The regulatory response has been fragmented in ways that matter practically. Tennessee acted first with the ELVIS Act in 2024, establishing state-level protections specifically addressing AI-generated vocal replicas, named for the most famous example of a voice whose commercial value has survived its owner by decades. California added two state laws addressing digital replicas of voice and likeness. Federal legislation in the form of the NO FAKES Act, which would establish a uniform federal right to control AI-generated replicas, was reintroduced in Congress but has not passed as of April 2026. The gap between state action and federal inaction is not a temporary administrative delay. It is the current legal architecture within which voice cloning disputes are being resolved, and that architecture has specific structural consequences for artists at every level of the commercial music ecosystem.
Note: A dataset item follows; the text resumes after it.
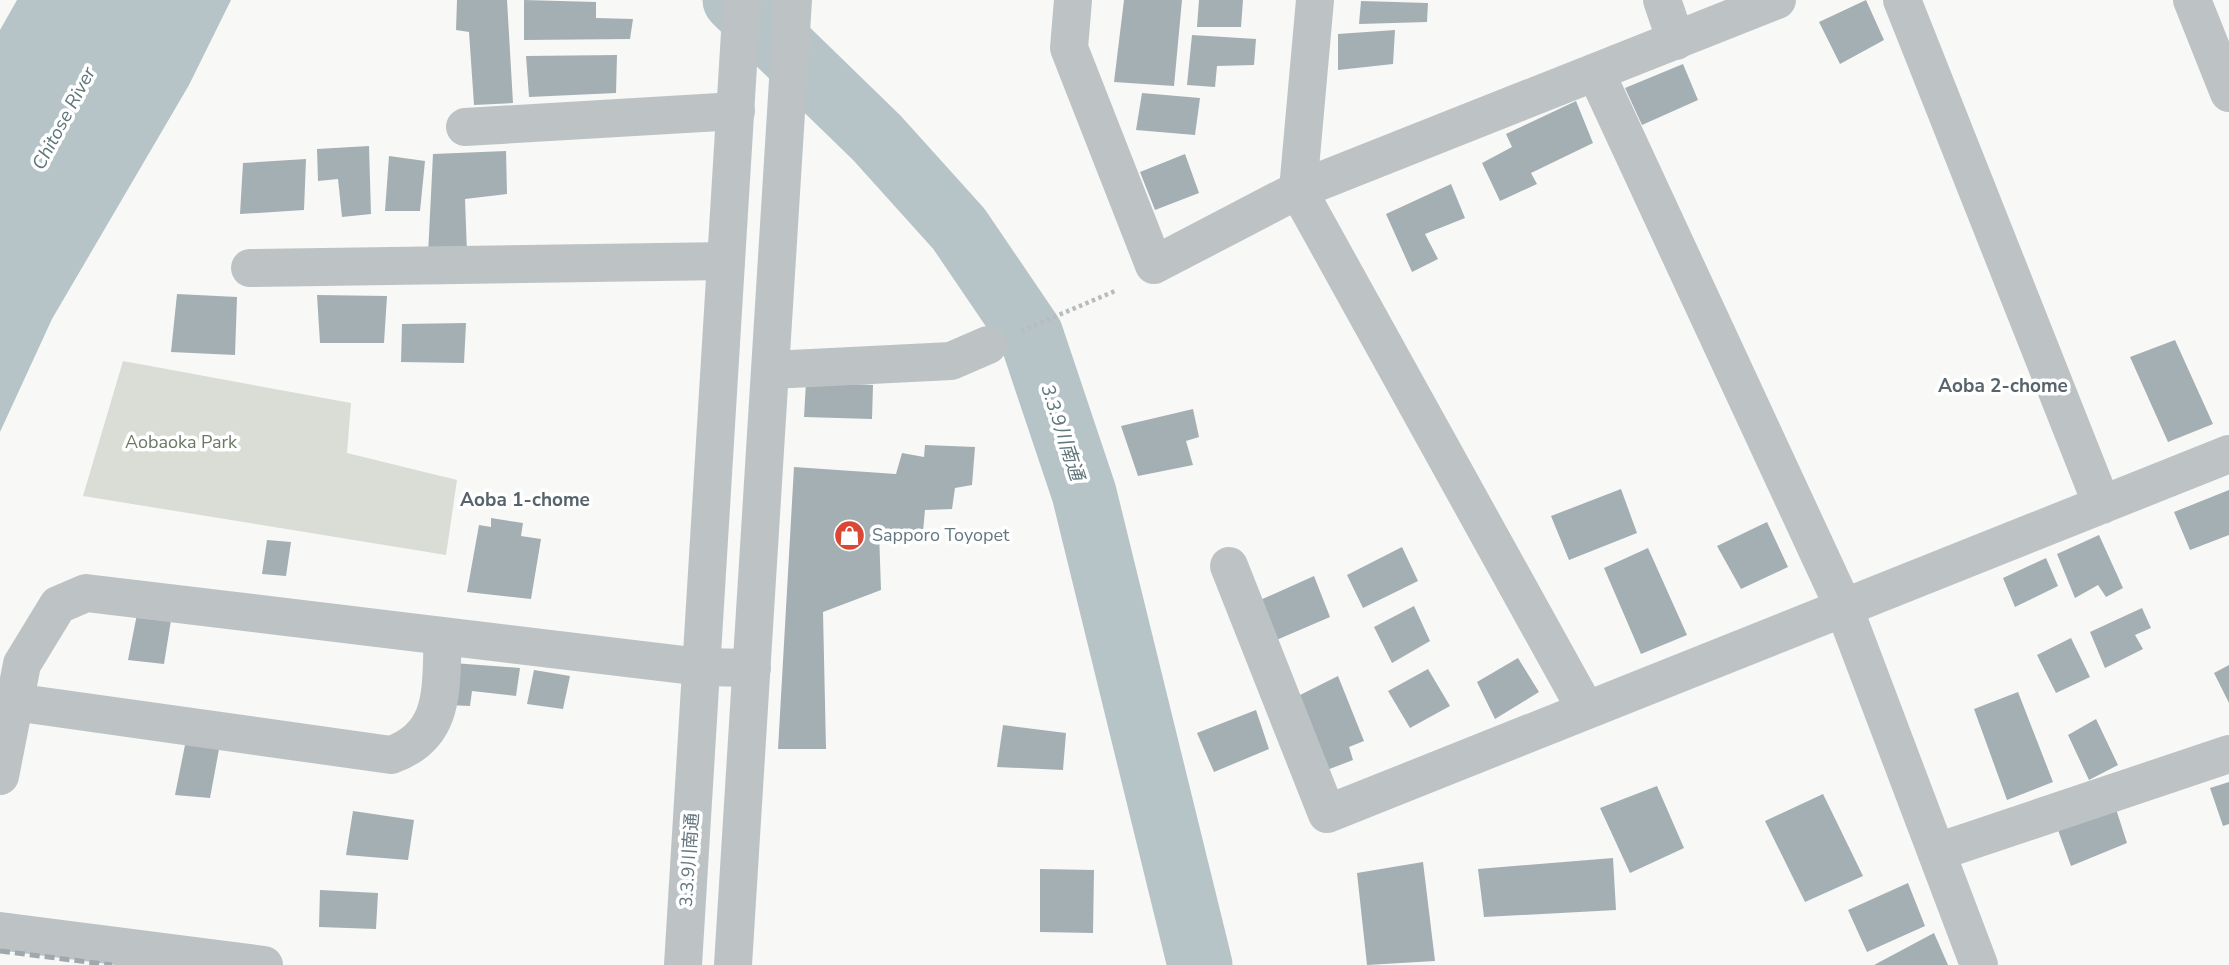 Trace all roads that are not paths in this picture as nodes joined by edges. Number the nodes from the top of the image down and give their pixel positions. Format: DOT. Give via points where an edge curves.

The practical legal situation as of April 2026 is this: cloning an identifiable artist's voice without authorisation carries real legal risk under existing state right of publicity laws and the specific state statutes that have been enacted, even without a federal statute to provide uniform national coverage. That risk is not uniform across jurisdictions, which means the protection available to an artist depends significantly on where they reside, where they perform, and where the infringing activity originates and is distributed. The absence of a federal law means that enforcement is state-by-state, that detection and enforcement fall primarily on the affected artist and their legal representatives rather than on the platform infrastructure through which the infringing content is distributed, and that the cost of pursuing a voice cloning claim through state courts may exceed the direct commercial value of what was cloned for any artist who is not an established commercial brand with institutional legal infrastructure behind them.
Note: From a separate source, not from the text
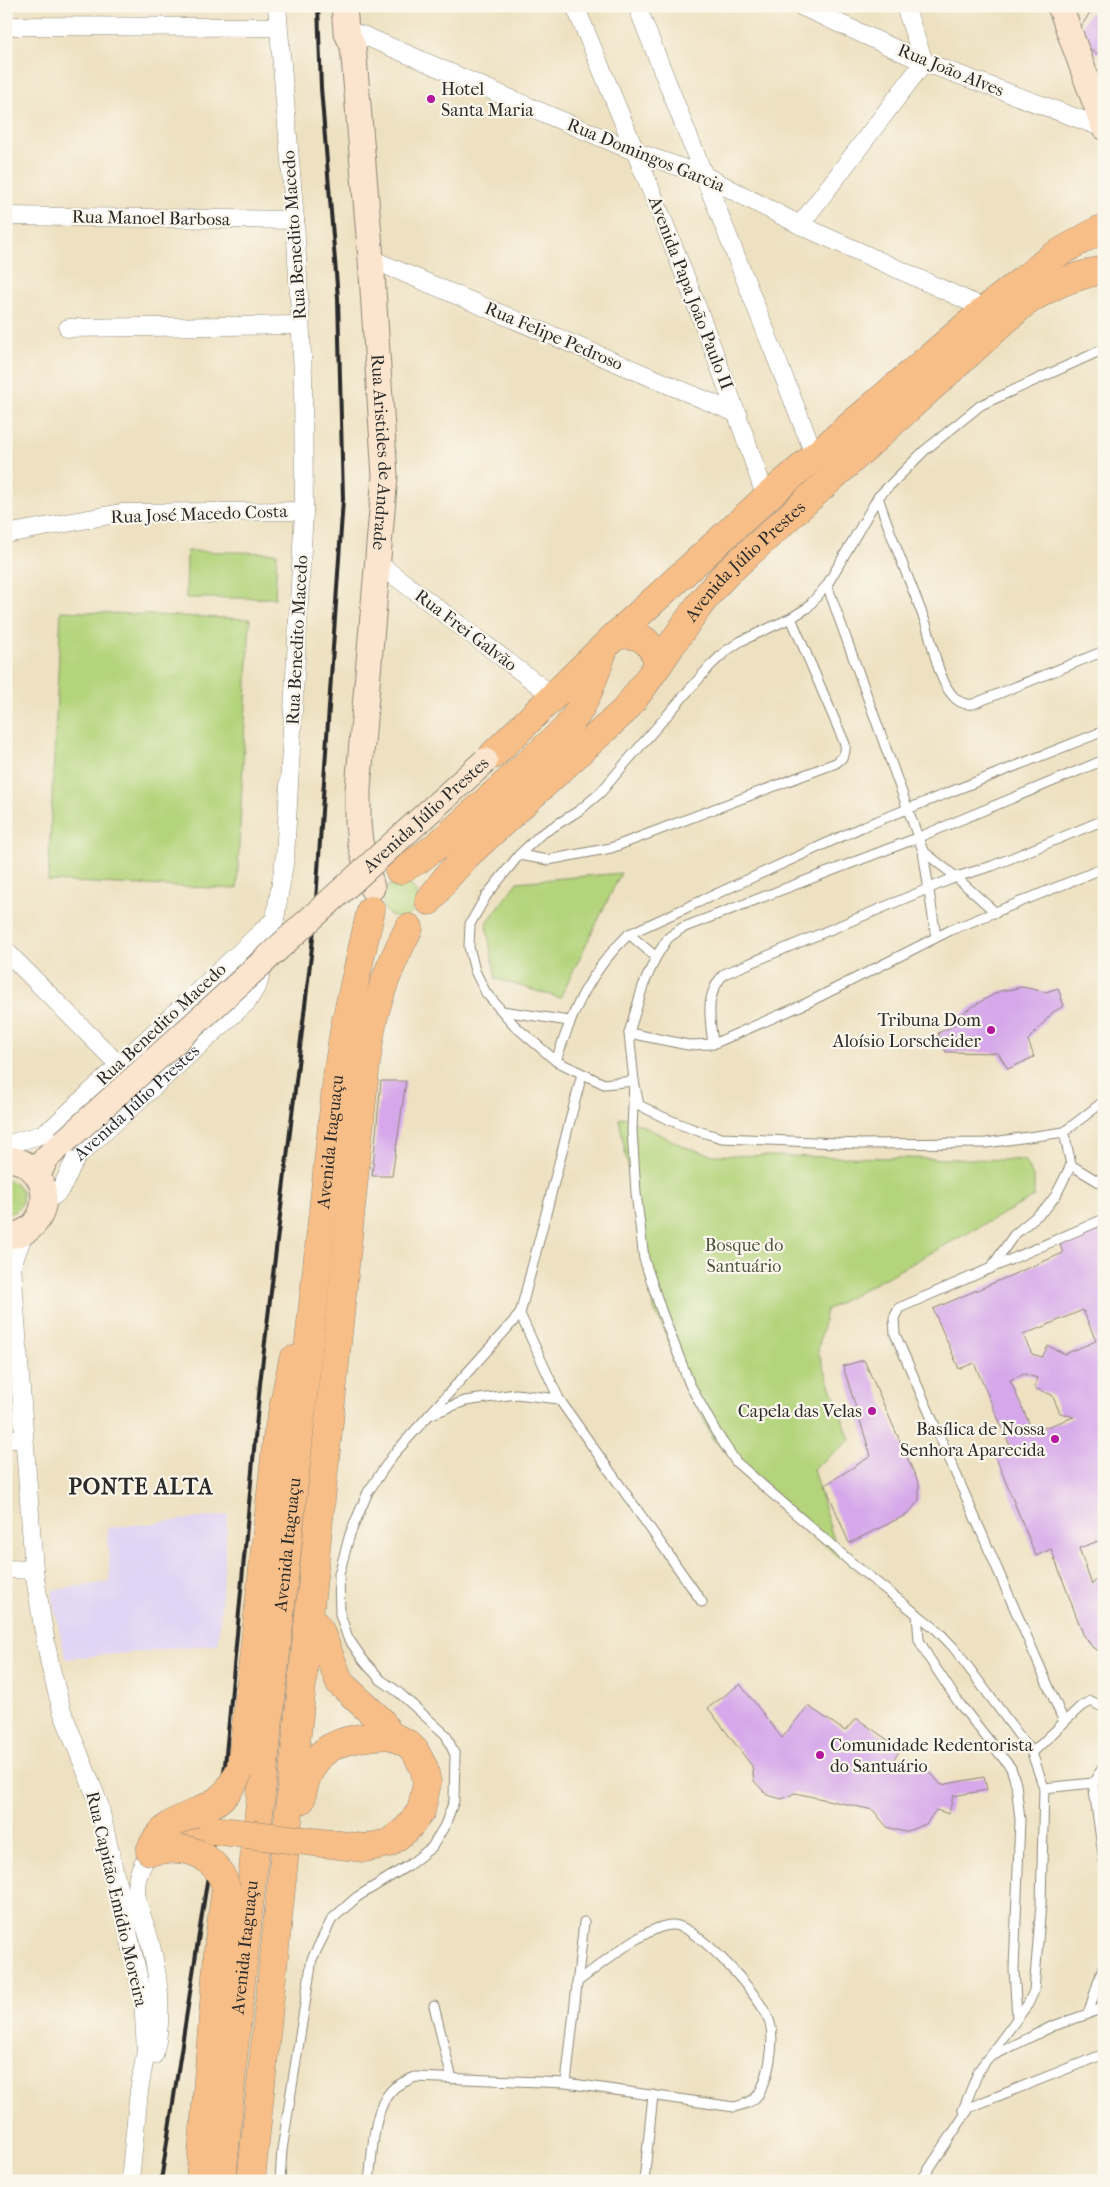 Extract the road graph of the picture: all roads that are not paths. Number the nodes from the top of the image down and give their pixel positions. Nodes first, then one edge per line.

That cost asymmetry is not incidental. It is the structural condition that makes voice cloning commercially attractive for the people doing it: the probability of a successful enforcement action is inversely proportional to the artist's ability to afford one, and the artists most likely to be targeted are those whose voices carry recognisable commercial value without the institutional legal infrastructure of major label representation.

The Implication for African and Diasporic Artists

Voice cloning presents specific and elevated risks for African and diasporic artists, and that specificity deserves direct examination rather than being absorbed into a general account of AI voice risk that treats all artists as equivalently positioned.

African and diasporic artists whose vocal signatures have been commercially significant, which is to say artists whose sound has influenced production, been widely sampled, referenced, and imitated across genres and geographies, have historical experience of commercial appropriation of their vocal and sonic identity that predates AI by decades. The same vocal distinctiveness that made an artist commercially significant enough to be imitated and sampled is the distinctiveness that makes them commercially viable as a target for AI voice cloning. And the legal infrastructure required to pursue a voice cloning claim under existing state law, the copyright and right of publicity attorneys, the forensic audio analysis, the discovery process in a state court proceeding, is expensive and jurisdiction-specific in ways that disadvantage artists without the institutional legal support that major Western label-signed artists access as a standard feature of their recording agreements.

The practical gap is this: an artist signed to a major label whose voice is cloned without consent has a legal department that will identify the infringement, assess the jurisdiction, determine the viable claim, and pursue enforcement with resources the label controls. An independent African artist whose voice is cloned without consent must identify the infringement themselves, retain counsel with relevant expertise in the applicable jurisdiction, fund the litigation, and manage the reputational and commercial dimensions of a public enforcement action simultaneously. These are not equivalent starting positions, and the regulatory framework as it currently stands does not address that inequality.

The emerging consent-first framework that platforms including Soundverse are developing, requiring explicit artist approval before using vocal characteristics for AI training, providing attribution when licensed vocal characteristics contribute to generated content, and establishing ongoing royalty mechanisms for contribution to AI training datasets, represents the commercial direction that the AI music ecosystem is being pressured toward by advocacy, litigation, and reputational risk. Whether that pressure produces durable industry-wide standards without federal legislation to mandate and enforce them is the question that 2026 will begin to answer. The pressure is real. The compliance is voluntary. Those are different things.

The Implication

African and diasporic artists whose vocal identities carry commercial value, which is to say any artist with a meaningful public profile and a distinctive enough sound to be recognisable as theirs, should be treating the voice cloning legal landscape as operational information rather than as a distant regulatory development.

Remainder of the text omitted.